第8話 本格的にハンターです
「たっだいまー」
やはり2人とも玄関で迎えてくれた。
暖かい家族に感謝です。
「その様子だと良かったんだね、お兄ちゃん」
「おおお、愛しの妹よ。お兄たんはやったぞ。不自由な生活とはおさらばだ」
「あらあら上機嫌ねー。まるでお父さんが帰って来てみたい」
母さんのこの一言に萎える。あの人と同じとは勘弁してほしい。
だけど今日の俺は一味違うぜ。
「2人とも見てくれよ……ジャーン」
札の扇を見せると、目をまん丸にしている。大成功だよ。
「お、お兄ちゃん、やっちゃったのね?」
「ああ、スルッとできて自分でも怖いくらいさ。でも心配するな、コツは掴んだ。これからは毎日稼いでくるからな」
俺の成長に感動しているみたい。
結衣はプルプルと肩を震わせてている。
こんな可愛い妹だ、何か好きな物を買ってやるかな。
「ま、毎日ですって! この外道ーー!」
バチコーンと振り抜くビンタをされました。
「え、え、えええ、え~?」
ショックで腰が砕け、涙がポロリ。
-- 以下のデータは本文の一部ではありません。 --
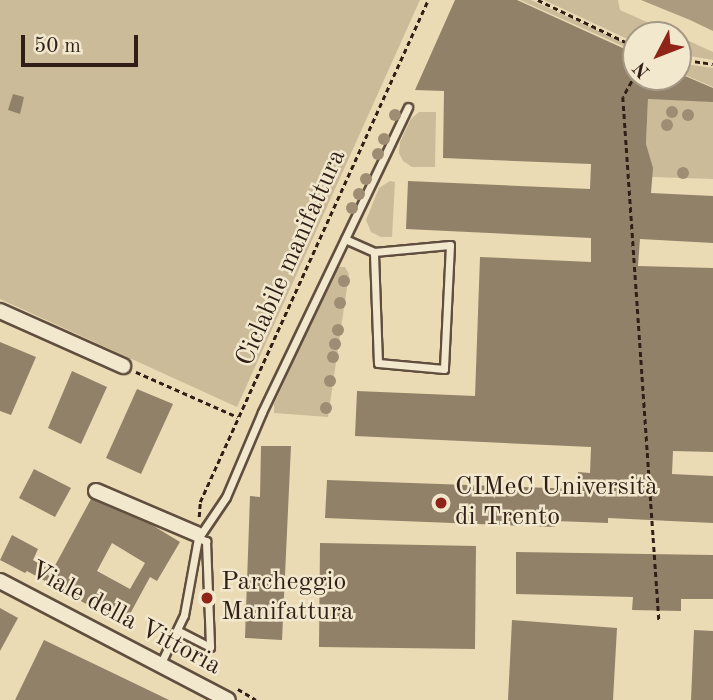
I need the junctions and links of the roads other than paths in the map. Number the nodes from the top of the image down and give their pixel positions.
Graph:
1 (408, 107) dead end
2 (345, 239) junction
3 (374, 252) junction
4 (0, 311) edge
5 (123, 366) road end
6 (96, 491) dead end
7 (197, 536) junction
8 (0, 581) edge
9 (178, 631) junction
10 (160, 665) junction
11 (220, 698) edge

1 - 2 lane
2 - 3 lane
2 - 7 lane
3 - 3 lane
4 - 5 street
6 - 7 street
7 - 9 lane
7 - 9 lane
8 - 10 street, Viale della Vittoria
9 - 10 lane
10 - 11 street, Viale della Vittoria

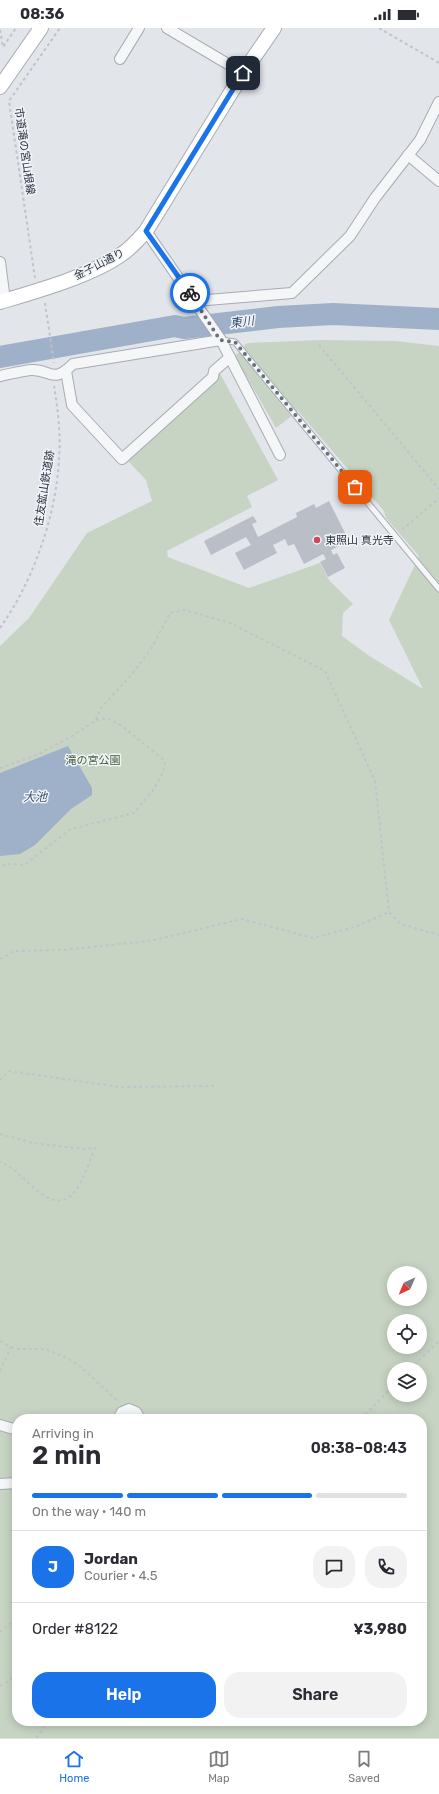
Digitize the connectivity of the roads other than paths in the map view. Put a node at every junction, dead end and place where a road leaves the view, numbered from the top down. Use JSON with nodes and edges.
{"nodes":[{"id":1,"x":41,"y":28,"type":"edge"},
{"id":2,"x":139,"y":28,"type":"edge"},
{"id":3,"x":167,"y":28,"type":"edge"},
{"id":4,"x":274,"y":28,"type":"edge"},
{"id":5,"x":120,"y":59,"type":"dead end"},
{"id":6,"x":243,"y":73,"type":"junction"},
{"id":7,"x":0,"y":87,"type":"edge"},
{"id":8,"x":439,"y":102,"type":"edge"},
{"id":9,"x":408,"y":155,"type":"junction"},
{"id":10,"x":439,"y":181,"type":"edge"},
{"id":11,"x":146,"y":231,"type":"junction"},
{"id":12,"x":0,"y":262,"type":"edge"},
{"id":13,"x":3,"y":302,"type":"edge"},
{"id":14,"x":197,"y":303,"type":"junction"},
{"id":15,"x":220,"y":338,"type":"junction"},
{"id":16,"x":230,"y":357,"type":"junction"},
{"id":17,"x":66,"y":371,"type":"junction"},
{"id":18,"x":0,"y":376,"type":"edge"},
{"id":19,"x":280,"y":455,"type":"dead end"},
{"id":20,"x":439,"y":589,"type":"edge"},
{"id":21,"x":121,"y":1414,"type":"edge"},
{"id":22,"x":137,"y":1414,"type":"edge"},
{"id":23,"x":0,"y":1425,"type":"edge"},
{"id":24,"x":12,"y":1429,"type":"edge"},
{"id":25,"x":12,"y":1483,"type":"edge"},
{"id":26,"x":0,"y":1484,"type":"edge"}],
"edges":[{"from":1,"to":7,"type":"street"},
{"from":2,"to":5,"type":"street"},
{"from":3,"to":6,"type":"street"},
{"from":4,"to":6,"type":"street","name":"金子山通り"},
{"from":6,"to":11,"type":"street","name":"金子山通り"},
{"from":8,"to":9,"type":"street"},
{"from":9,"to":10,"type":"street"},
{"from":9,"to":14,"type":"street"},
{"from":11,"to":13,"type":"street","name":"金子山通り"},
{"from":11,"to":14,"type":"street"},
{"from":12,"to":13,"type":"street"},
{"from":14,"to":15,"type":"street"},
{"from":15,"to":16,"type":"street"},
{"from":15,"to":17,"type":"street"},
{"from":15,"to":20,"type":"lane"},
{"from":16,"to":17,"type":"street"},
{"from":16,"to":19,"type":"street"},
{"from":17,"to":18,"type":"street"},
{"from":21,"to":22,"type":"street"},
{"from":23,"to":24,"type":"street"},
{"from":25,"to":26,"type":"street"}]}
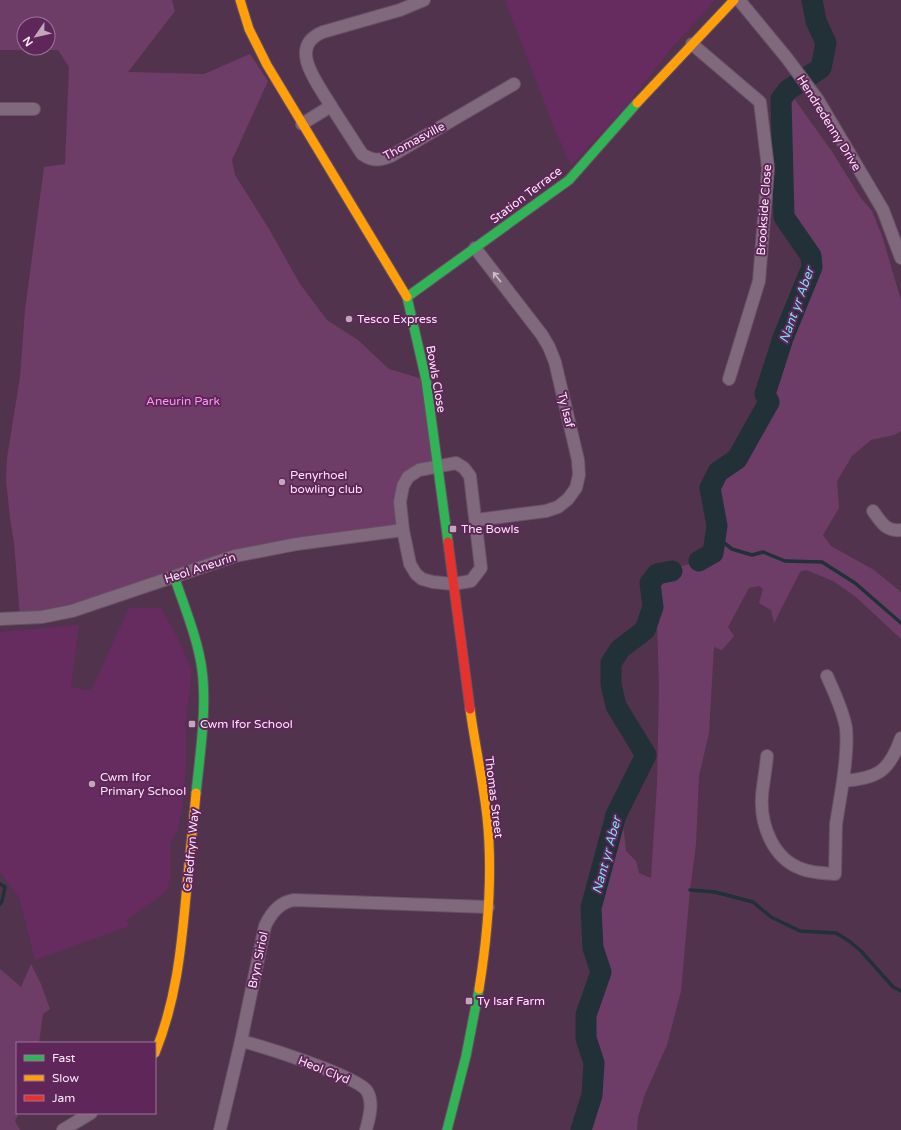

ジンジンとほっぺたが痛いんだ。
妹よ、お兄たんが何をした。
「いくら借金があるからといって、泥棒なんてサイテーよ!」
今度は俺の目がまん丸だ。
母さんを見ても同じ。100%信用されていない。
「ち、ちがーーーーーーーーーう!」
「じゃあ、このお金の出どころを説明しなさいよ!」
「あらあらー」
と母さんもすりこぎ棒を握っている。
2人の誤解を解くのに、3時間の説明。
ご飯など貰えずにだから、腹ペコを通り越して
「なーんだ、本当に強くなったんだね。私、すごく心配したよ。モグモグ」
2人は既に食事を終えて、デザートに入っています。
「だから、言ってるのに、ぐすん」
俺は正座させられ足が馬鹿になってます。
そして気遣いもないままに、話を進められるんだ。
「でも、スキルの進化って凄いよね?」
「お、おう、お兄たんは有名人になるかもだぞ」
「えっ、秘密にしないの?」
「えっ?」
「あらあらー」
俺の妹は頭がいい。
進化のことや限界突破のことを公表したら、いかに俺にとって害になるかを教えてくれた。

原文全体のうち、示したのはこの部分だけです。